Christopher Carey

Personal information
- Full name: Christopher Stephen Carey
- Born: 3 April 1973 (age 53) Chelmsford, Essex, England
- Batting: Right-handed
- Bowling: Left-arm fast-medium

Domestic team information
- 1992–2003: Norfolk

Career statistics
| Competition | List A |
| Matches | 2 |
| Runs scored | 43 |
| Batting average | 21.50 |
| 100s/50s | 0/0 |
| Top score | 23 |
| Balls bowled | 30 |
| Wickets | 1 |
| Bowling average | 15.00 |
| 5 wickets in innings | 0 |
| 10 wickets in match | 0 |
| Best bowling | 1/15 |
| Catches/stumpings | 1/– |
- Source: Cricinfo, 28 June 2011

= Christopher Carey =

English cricketer (born 1973)

Christopher Stephen Carey (born 3 April 1973) is a former English cricketer. Carey was a right-handed batsman who bowled left-arm fast-medium. He was born in Chelmsford, Essex.

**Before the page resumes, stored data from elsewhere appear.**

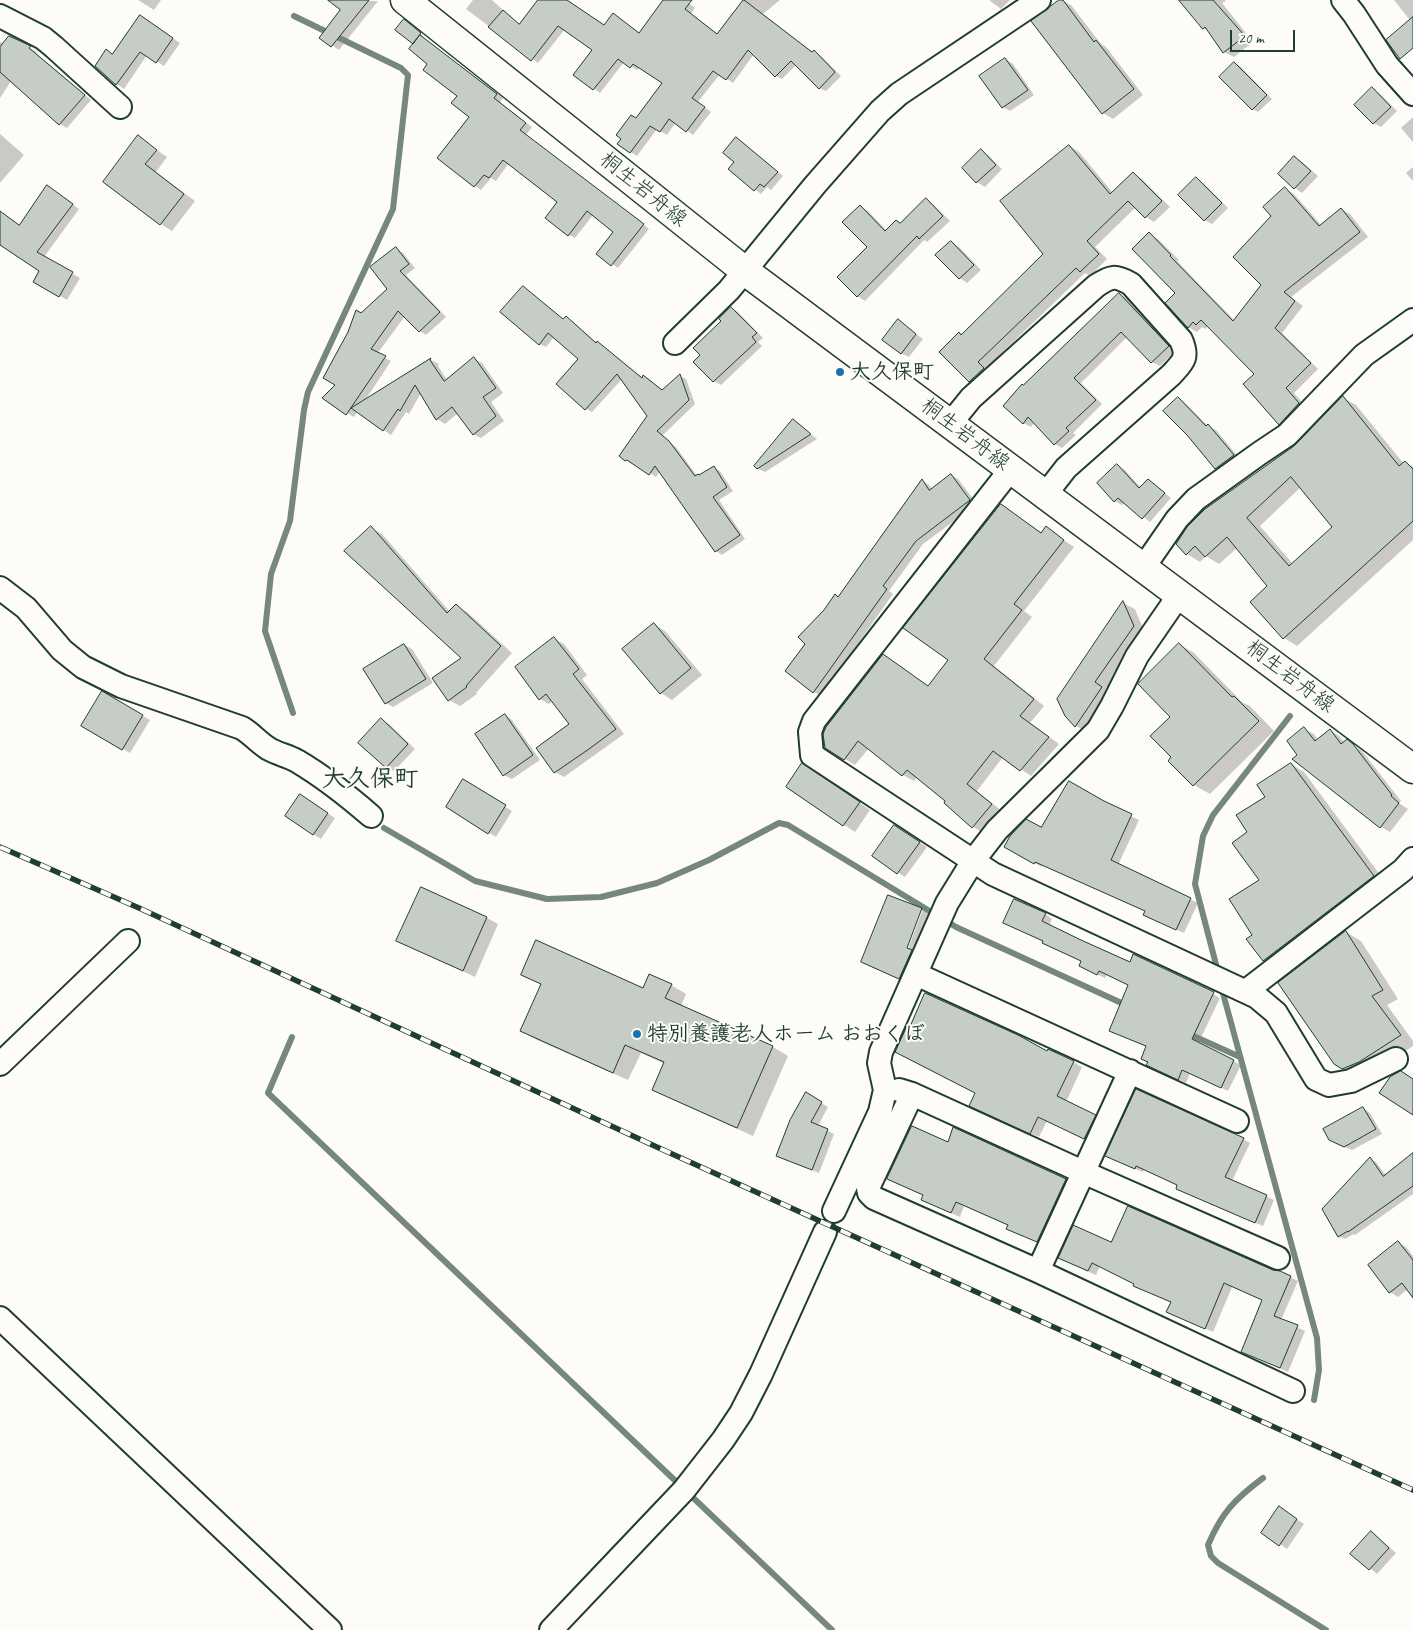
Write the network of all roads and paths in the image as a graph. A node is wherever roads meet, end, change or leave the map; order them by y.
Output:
1 (406, 0) edge
2 (1039, 0) edge
3 (1355, 5) edge
4 (0, 16) edge
5 (1413, 94) edge
6 (120, 108) dead end
7 (745, 271) junction
8 (1413, 320) edge
9 (675, 343) dead end
10 (950, 424) junction
11 (1011, 469) junction
12 (1045, 495) junction
13 (1143, 568) junction
14 (0, 588) edge
15 (1179, 595) junction
16 (1413, 769) edge
17 (371, 816) dead end
18 (1413, 859) edge
19 (973, 861) junction
20 (128, 941) dead end
21 (916, 974) junction
22 (1246, 992) junction
23 (1396, 1059) dead end
24 (0, 1064) edge
25 (1130, 1072) junction
26 (885, 1090) junction
27 (912, 1094) junction
28 (1237, 1121) dead end
29 (1083, 1172) junction
30 (834, 1211) dead end
31 (825, 1232) dead end
32 (1278, 1258) dead end
33 (1038, 1271) junction
34 (0, 1318) edge
35 (1293, 1391) dead end
36 (330, 1630) edge
37 (551, 1630) edge

1 - 7 main road, 桐生岩舟線
2 - 7 street
3 - 5 street
4 - 6 street
7 - 9 street
7 - 10 main road, 桐生岩舟線
8 - 13 street
10 - 11 main road, 桐生岩舟線
10 - 12 street
11 - 12 main road, 桐生岩舟線
11 - 19 street
12 - 13 main road, 桐生岩舟線
13 - 15 main road, 桐生岩舟線
14 - 17 street
15 - 16 main road, 桐生岩舟線
15 - 19 street
18 - 22 street
19 - 21 street
19 - 22 street
20 - 24 street
21 - 25 street
21 - 26 street
22 - 23 street
25 - 28 street
25 - 29 street
26 - 27 street
26 - 30 street
27 - 29 street
27 - 33 street
29 - 32 street
29 - 33 street
31 - 37 street
33 - 35 street
34 - 36 street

Carey made his debut for Norfolk in the 1992 Minor Counties Championship against Cambridgeshire. Carey played Minor counties cricket infrequently for Norfolk from 1992 to 2003, which included 17 Minor Counties Championship matches and 12 MCCA Knockout Trophy matches. He made his List A debut against Wales Minor Counties in the 2001 Cheltenham & Gloucester Trophy. In this match, he took the wicket of Jamie Sylvester for the cost of 15 runs from 5 overs, while with the bat he was run out for 23. He made a further List A appearance against the Somerset Cricket Board in the 2nd round of the 2002 Cheltenham & Gloucester Trophy, which was played in 2001. In this match, he scored 20 runs before being dismissed by Peter Trego.